(EXERCISE DETAILS): Check each line of the entries below for the word "points", and copy out the ones that have it.

(EXERCISE DATA):

********

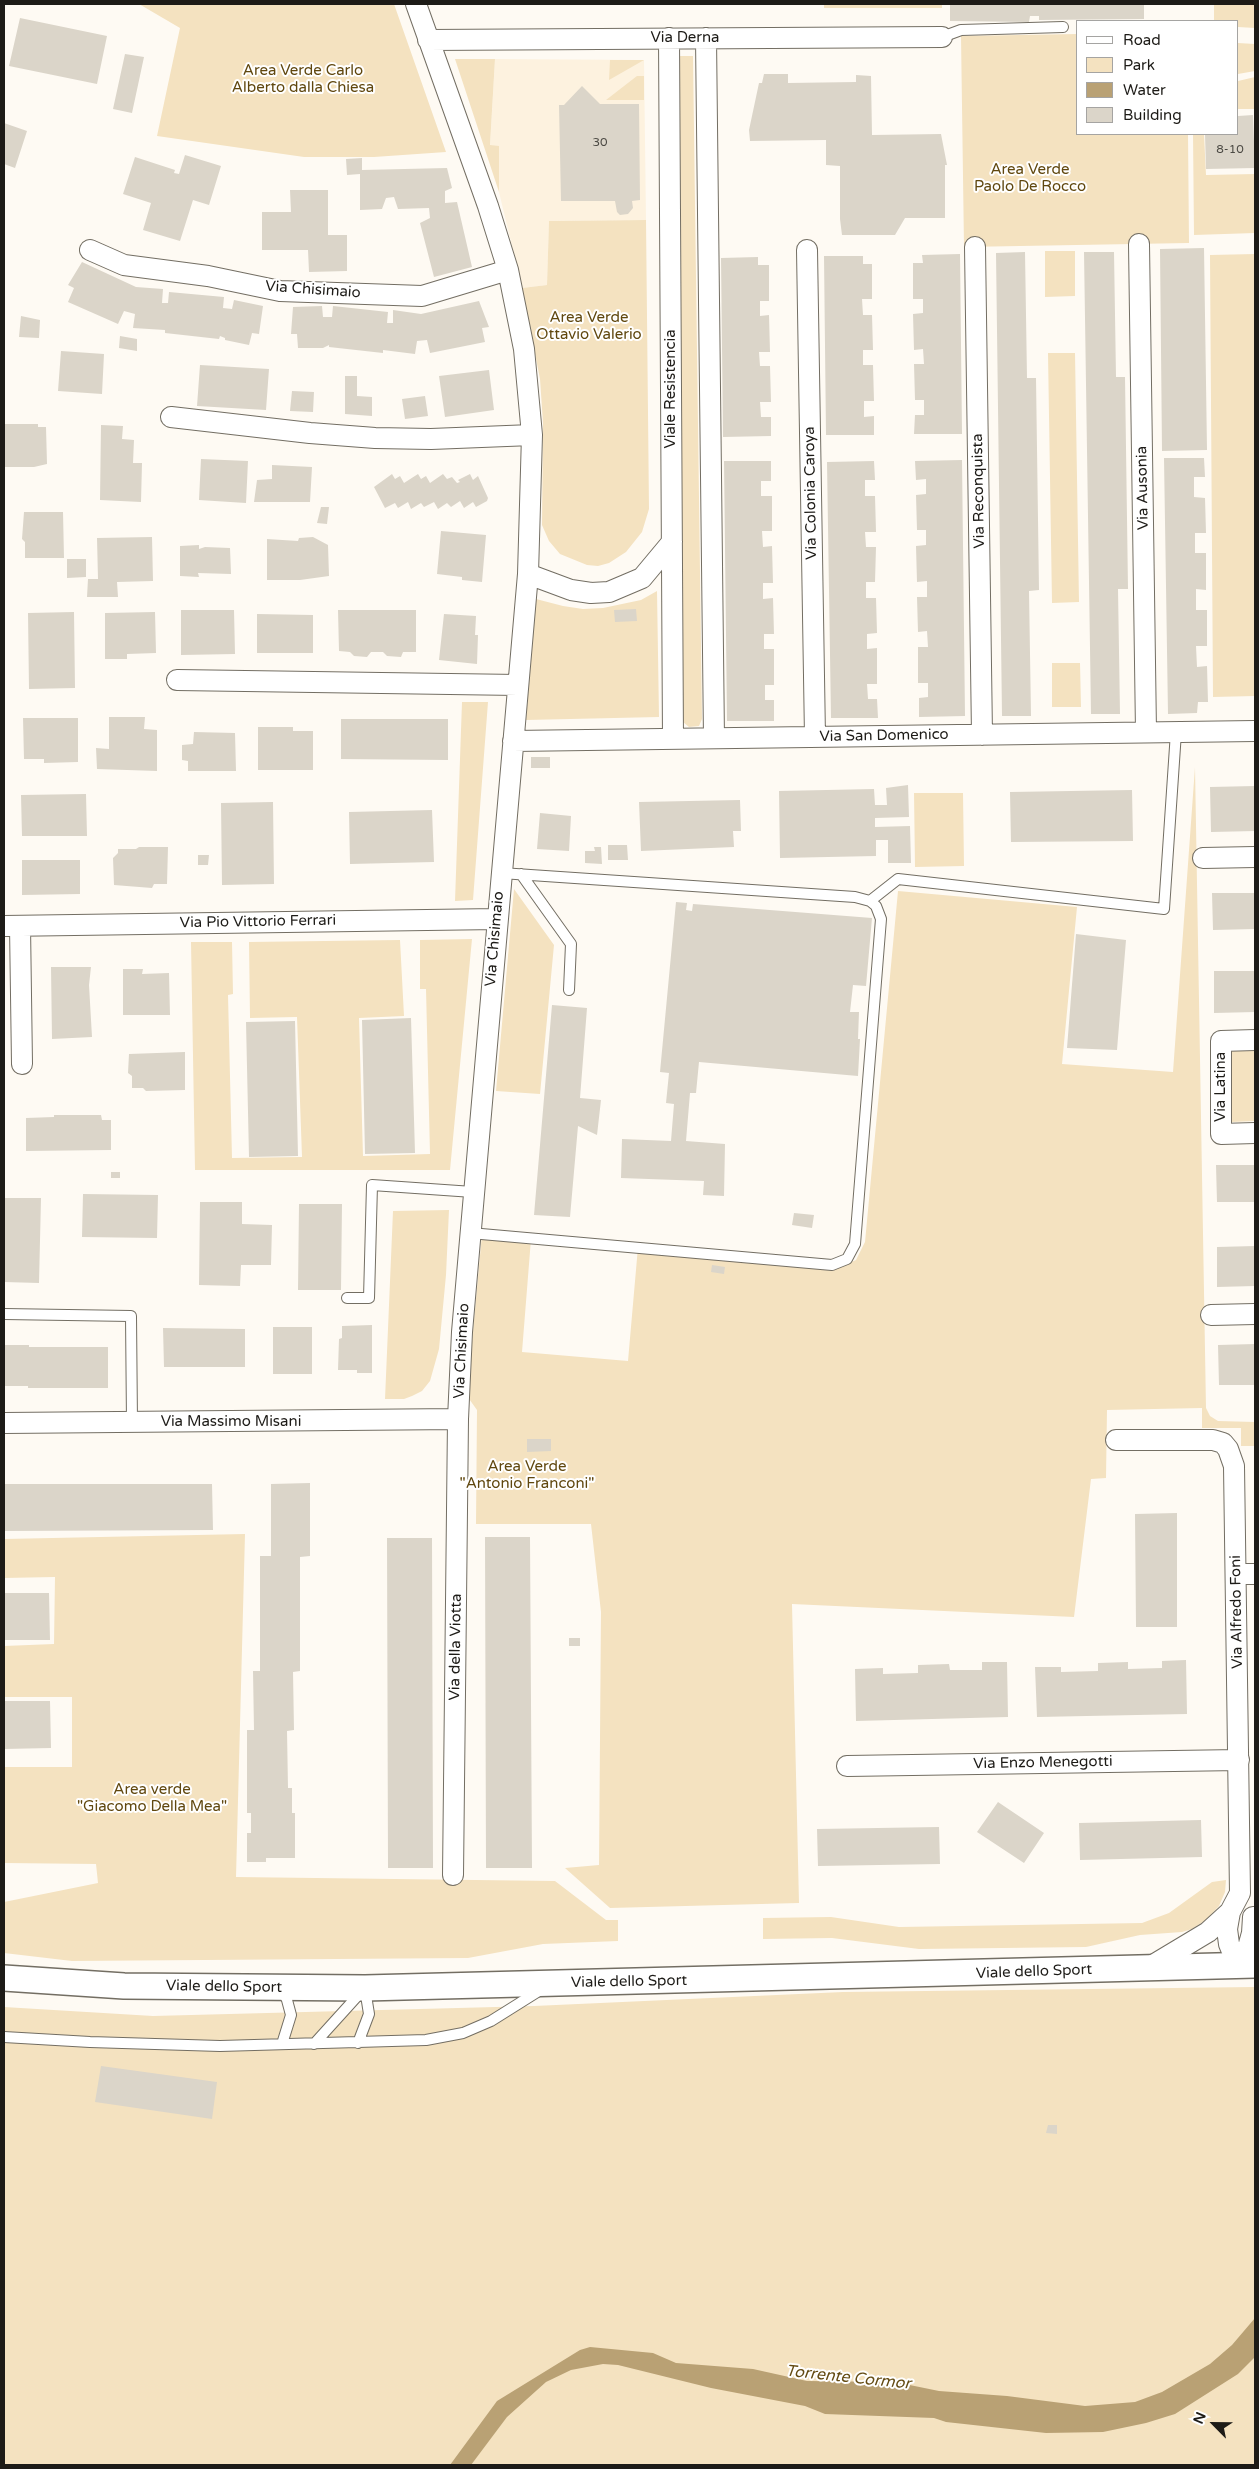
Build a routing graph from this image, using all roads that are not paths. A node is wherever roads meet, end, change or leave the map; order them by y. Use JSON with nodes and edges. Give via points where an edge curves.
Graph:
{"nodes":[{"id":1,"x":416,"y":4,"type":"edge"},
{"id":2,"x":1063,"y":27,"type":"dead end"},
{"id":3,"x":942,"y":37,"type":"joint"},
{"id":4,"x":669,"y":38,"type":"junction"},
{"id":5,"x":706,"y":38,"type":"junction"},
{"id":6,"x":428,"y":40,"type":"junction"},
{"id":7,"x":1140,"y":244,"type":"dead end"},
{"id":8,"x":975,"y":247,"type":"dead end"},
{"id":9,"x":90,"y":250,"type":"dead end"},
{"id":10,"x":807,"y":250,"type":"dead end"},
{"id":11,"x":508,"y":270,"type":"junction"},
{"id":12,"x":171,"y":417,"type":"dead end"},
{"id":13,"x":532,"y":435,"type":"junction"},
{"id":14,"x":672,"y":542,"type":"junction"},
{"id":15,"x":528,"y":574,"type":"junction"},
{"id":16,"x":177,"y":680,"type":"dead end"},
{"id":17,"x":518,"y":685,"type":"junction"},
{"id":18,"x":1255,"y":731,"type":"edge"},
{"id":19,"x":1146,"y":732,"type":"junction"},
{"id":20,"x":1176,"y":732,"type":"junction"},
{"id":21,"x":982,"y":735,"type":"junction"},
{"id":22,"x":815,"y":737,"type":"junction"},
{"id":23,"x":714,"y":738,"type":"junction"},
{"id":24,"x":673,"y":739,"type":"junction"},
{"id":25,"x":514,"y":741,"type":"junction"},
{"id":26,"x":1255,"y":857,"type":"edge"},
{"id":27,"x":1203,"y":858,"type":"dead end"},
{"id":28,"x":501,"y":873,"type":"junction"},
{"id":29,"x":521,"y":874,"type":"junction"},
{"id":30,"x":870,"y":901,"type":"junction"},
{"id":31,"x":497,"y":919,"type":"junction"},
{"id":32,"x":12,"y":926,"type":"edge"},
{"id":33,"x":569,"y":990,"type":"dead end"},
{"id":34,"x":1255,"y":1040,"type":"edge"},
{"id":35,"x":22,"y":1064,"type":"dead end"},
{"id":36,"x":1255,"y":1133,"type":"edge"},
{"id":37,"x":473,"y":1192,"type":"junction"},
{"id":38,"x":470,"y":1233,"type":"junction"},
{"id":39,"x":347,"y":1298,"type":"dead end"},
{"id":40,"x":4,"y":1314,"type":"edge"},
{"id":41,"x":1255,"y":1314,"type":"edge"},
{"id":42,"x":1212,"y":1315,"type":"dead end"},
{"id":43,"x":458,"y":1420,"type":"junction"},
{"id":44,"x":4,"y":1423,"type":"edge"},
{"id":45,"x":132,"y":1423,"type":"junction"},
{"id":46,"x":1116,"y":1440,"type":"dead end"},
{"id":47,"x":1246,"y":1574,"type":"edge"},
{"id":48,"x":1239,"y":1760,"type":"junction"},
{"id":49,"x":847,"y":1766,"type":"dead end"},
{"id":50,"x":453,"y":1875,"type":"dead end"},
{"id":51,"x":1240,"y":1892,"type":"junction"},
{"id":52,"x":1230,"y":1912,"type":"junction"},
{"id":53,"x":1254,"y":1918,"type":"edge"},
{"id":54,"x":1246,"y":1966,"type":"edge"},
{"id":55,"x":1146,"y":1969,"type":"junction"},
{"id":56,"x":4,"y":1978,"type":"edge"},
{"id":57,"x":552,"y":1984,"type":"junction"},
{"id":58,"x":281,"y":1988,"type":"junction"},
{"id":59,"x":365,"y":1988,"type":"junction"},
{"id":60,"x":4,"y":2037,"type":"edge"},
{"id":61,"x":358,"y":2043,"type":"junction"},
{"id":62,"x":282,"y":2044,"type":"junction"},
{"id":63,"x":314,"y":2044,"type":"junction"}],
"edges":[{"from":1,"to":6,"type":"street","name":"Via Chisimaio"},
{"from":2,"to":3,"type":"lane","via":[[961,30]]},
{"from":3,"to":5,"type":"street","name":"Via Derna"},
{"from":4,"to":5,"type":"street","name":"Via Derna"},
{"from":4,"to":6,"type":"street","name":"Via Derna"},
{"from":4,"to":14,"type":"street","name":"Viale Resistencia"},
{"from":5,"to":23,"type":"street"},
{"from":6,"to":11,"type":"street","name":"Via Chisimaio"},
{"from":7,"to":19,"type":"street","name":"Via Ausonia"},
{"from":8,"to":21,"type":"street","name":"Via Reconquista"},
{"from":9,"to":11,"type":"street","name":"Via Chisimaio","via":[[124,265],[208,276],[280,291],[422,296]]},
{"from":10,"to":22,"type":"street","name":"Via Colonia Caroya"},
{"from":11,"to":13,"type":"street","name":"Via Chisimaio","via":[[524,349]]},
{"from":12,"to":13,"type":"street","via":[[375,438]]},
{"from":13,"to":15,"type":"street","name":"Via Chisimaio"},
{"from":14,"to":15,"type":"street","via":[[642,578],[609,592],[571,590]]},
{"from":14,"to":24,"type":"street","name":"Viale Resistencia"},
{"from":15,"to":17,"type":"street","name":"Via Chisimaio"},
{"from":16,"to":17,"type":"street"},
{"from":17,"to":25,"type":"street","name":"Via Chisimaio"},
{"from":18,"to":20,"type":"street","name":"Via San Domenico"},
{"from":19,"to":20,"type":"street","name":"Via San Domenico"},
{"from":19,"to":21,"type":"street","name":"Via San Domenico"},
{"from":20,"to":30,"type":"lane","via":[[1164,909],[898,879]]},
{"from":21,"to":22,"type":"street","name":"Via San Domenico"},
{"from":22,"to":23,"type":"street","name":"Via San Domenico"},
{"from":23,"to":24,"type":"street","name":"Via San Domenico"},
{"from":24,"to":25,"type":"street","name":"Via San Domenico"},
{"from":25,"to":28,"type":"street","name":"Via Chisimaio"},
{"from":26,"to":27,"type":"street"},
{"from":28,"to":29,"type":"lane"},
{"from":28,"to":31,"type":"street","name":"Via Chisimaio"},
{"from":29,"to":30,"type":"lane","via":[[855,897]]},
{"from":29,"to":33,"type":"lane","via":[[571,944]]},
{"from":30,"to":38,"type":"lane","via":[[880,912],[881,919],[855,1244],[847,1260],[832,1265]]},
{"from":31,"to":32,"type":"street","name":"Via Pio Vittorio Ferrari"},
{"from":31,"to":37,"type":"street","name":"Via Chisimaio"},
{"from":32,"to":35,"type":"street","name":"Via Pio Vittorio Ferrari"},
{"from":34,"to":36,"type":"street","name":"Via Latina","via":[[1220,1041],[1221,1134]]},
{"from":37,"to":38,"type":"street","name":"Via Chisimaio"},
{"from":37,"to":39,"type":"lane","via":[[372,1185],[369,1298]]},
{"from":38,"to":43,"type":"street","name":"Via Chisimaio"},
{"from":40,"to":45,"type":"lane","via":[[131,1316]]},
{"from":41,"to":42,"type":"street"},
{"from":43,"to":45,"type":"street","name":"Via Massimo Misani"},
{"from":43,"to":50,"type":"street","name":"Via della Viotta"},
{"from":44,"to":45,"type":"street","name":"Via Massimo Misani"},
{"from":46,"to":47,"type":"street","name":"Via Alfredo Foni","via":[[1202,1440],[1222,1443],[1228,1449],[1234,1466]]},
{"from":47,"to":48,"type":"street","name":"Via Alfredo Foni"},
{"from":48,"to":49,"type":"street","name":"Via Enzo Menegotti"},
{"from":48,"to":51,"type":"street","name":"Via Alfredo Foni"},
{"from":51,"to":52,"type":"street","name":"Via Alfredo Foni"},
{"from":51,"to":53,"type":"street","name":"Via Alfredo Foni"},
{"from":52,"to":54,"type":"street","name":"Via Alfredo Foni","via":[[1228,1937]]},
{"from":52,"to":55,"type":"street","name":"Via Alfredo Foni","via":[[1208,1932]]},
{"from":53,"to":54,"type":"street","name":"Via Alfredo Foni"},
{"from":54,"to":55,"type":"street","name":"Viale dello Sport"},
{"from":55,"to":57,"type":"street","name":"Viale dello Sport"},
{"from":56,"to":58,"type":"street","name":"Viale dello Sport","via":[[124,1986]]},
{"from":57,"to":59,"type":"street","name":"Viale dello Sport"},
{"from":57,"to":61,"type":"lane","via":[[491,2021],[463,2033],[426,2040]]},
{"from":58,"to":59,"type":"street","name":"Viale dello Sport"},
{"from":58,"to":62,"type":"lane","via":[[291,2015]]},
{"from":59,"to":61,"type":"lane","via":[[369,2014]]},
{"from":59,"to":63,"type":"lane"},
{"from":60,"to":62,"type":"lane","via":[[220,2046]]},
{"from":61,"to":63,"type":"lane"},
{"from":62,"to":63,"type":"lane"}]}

********

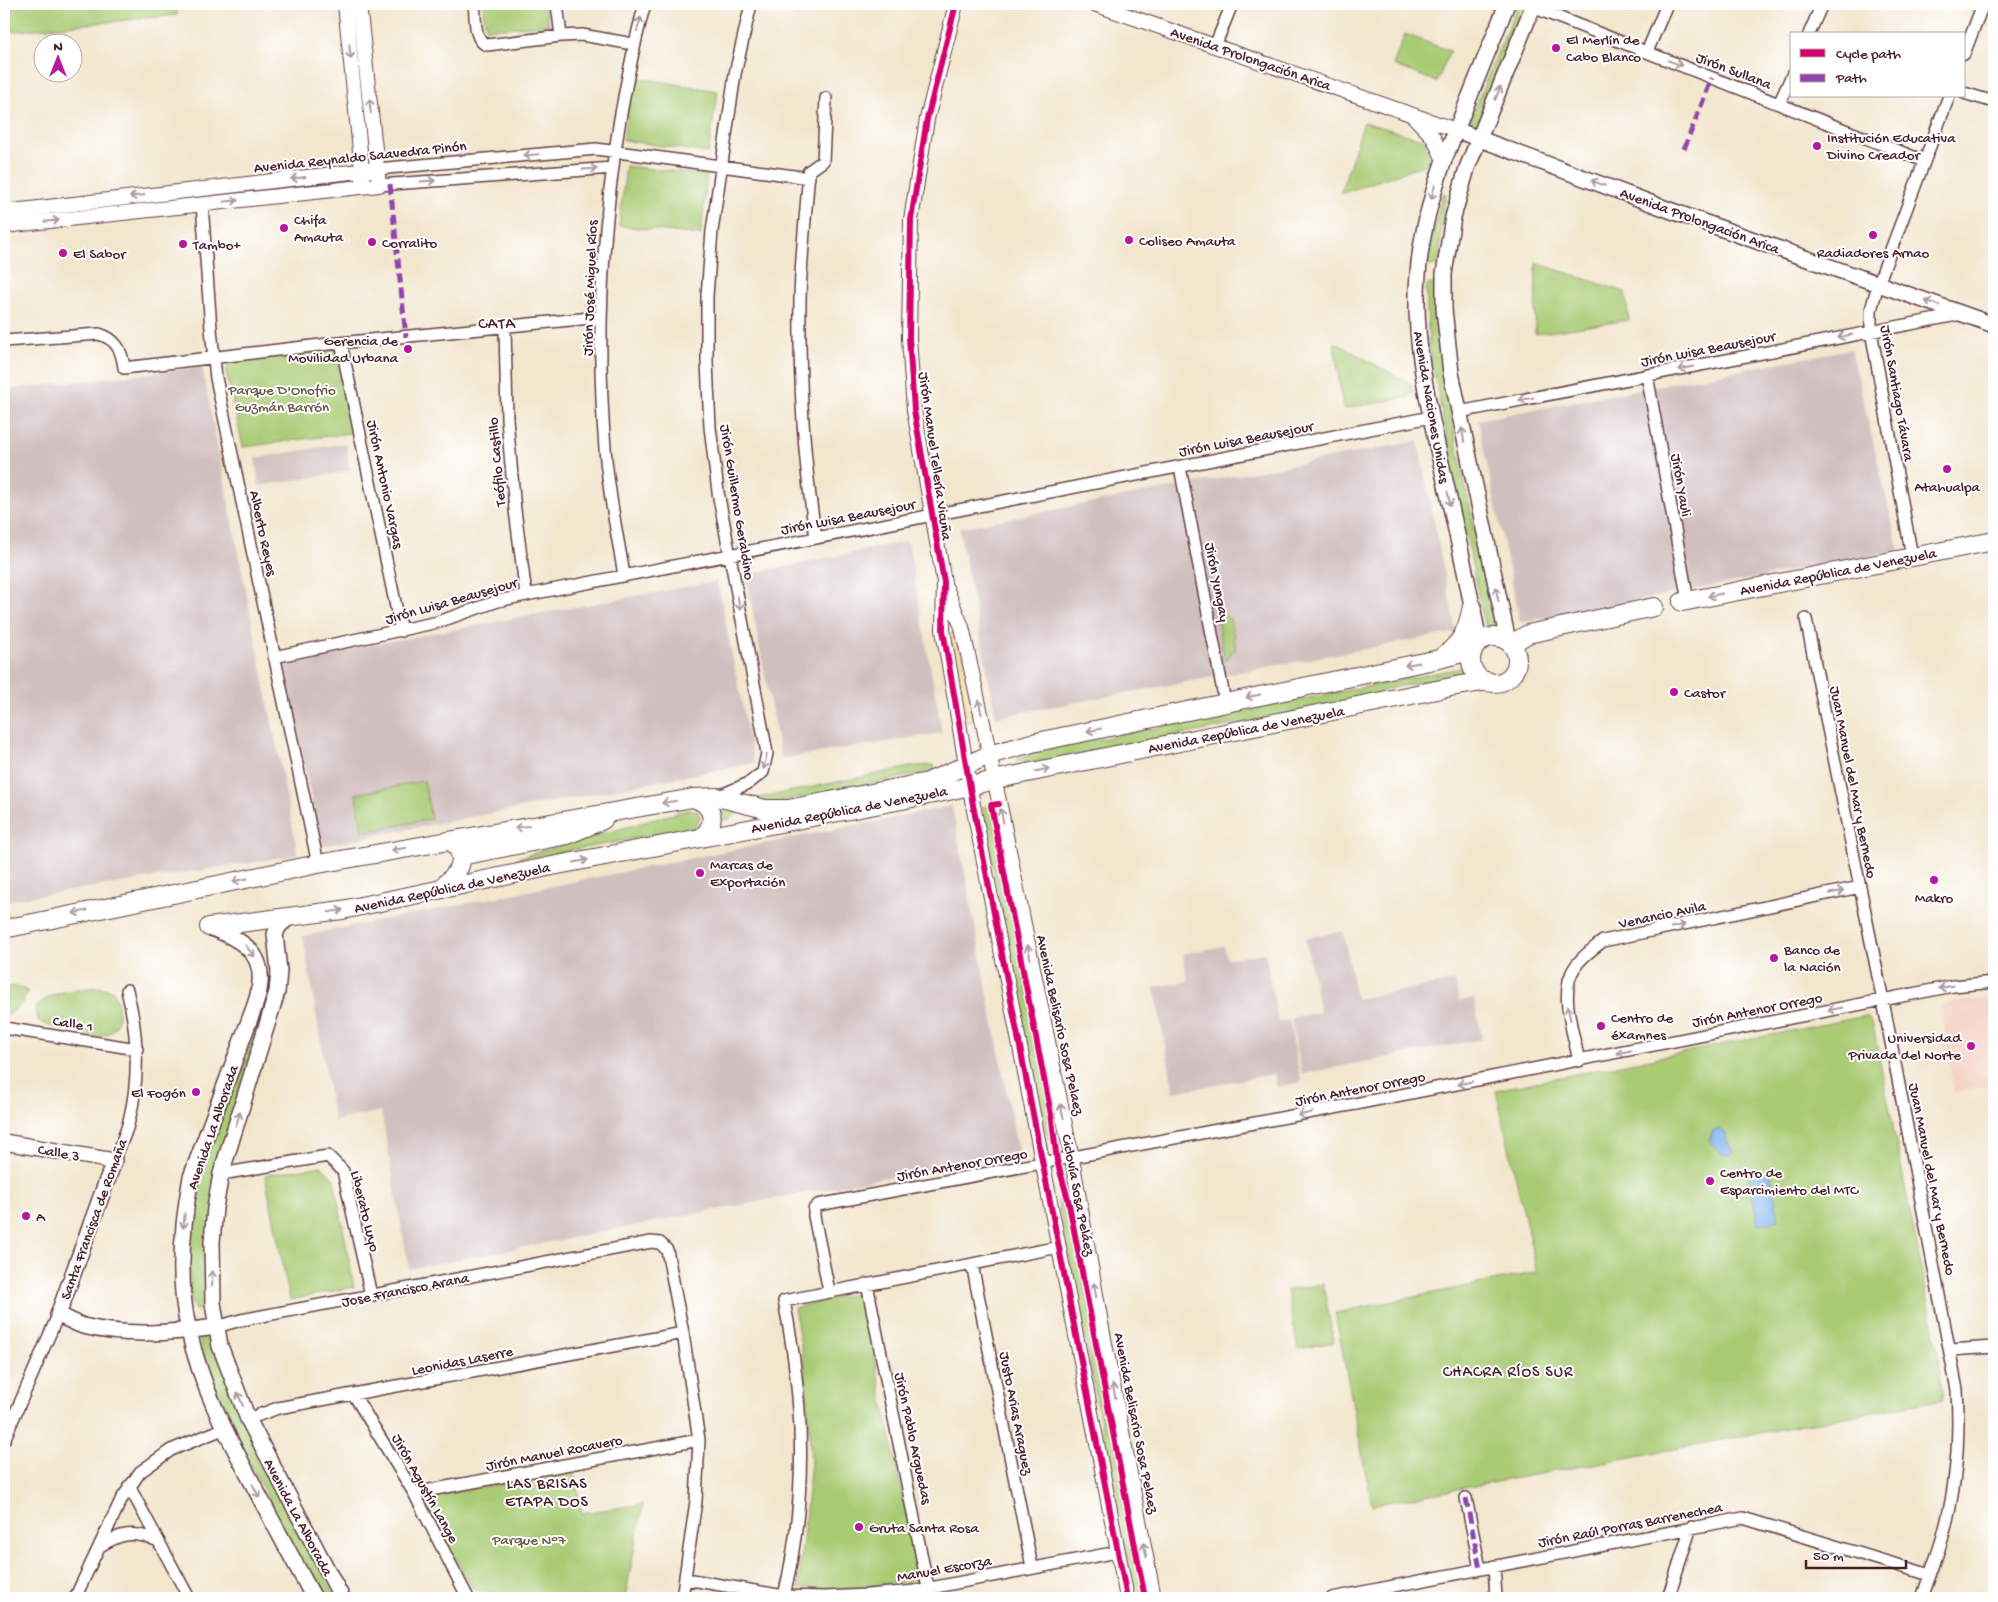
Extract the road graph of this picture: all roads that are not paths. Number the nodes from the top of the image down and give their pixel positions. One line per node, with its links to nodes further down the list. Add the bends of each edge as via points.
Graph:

********

(OUTPUT BELOW):
Build a routing graph from this image, using all roads that are not paths. A node is wherever roads meet, end, change or leave the map; order them by y. Use JSON with nodes and edges. Give via points where an edge curves.
Extract the road graph of this picture: all roads that are not paths. Number the nodes from the top of the image down and give their pixel positions. One line per node, with its links to nodes further down the list. Add the bends of each edge as via points.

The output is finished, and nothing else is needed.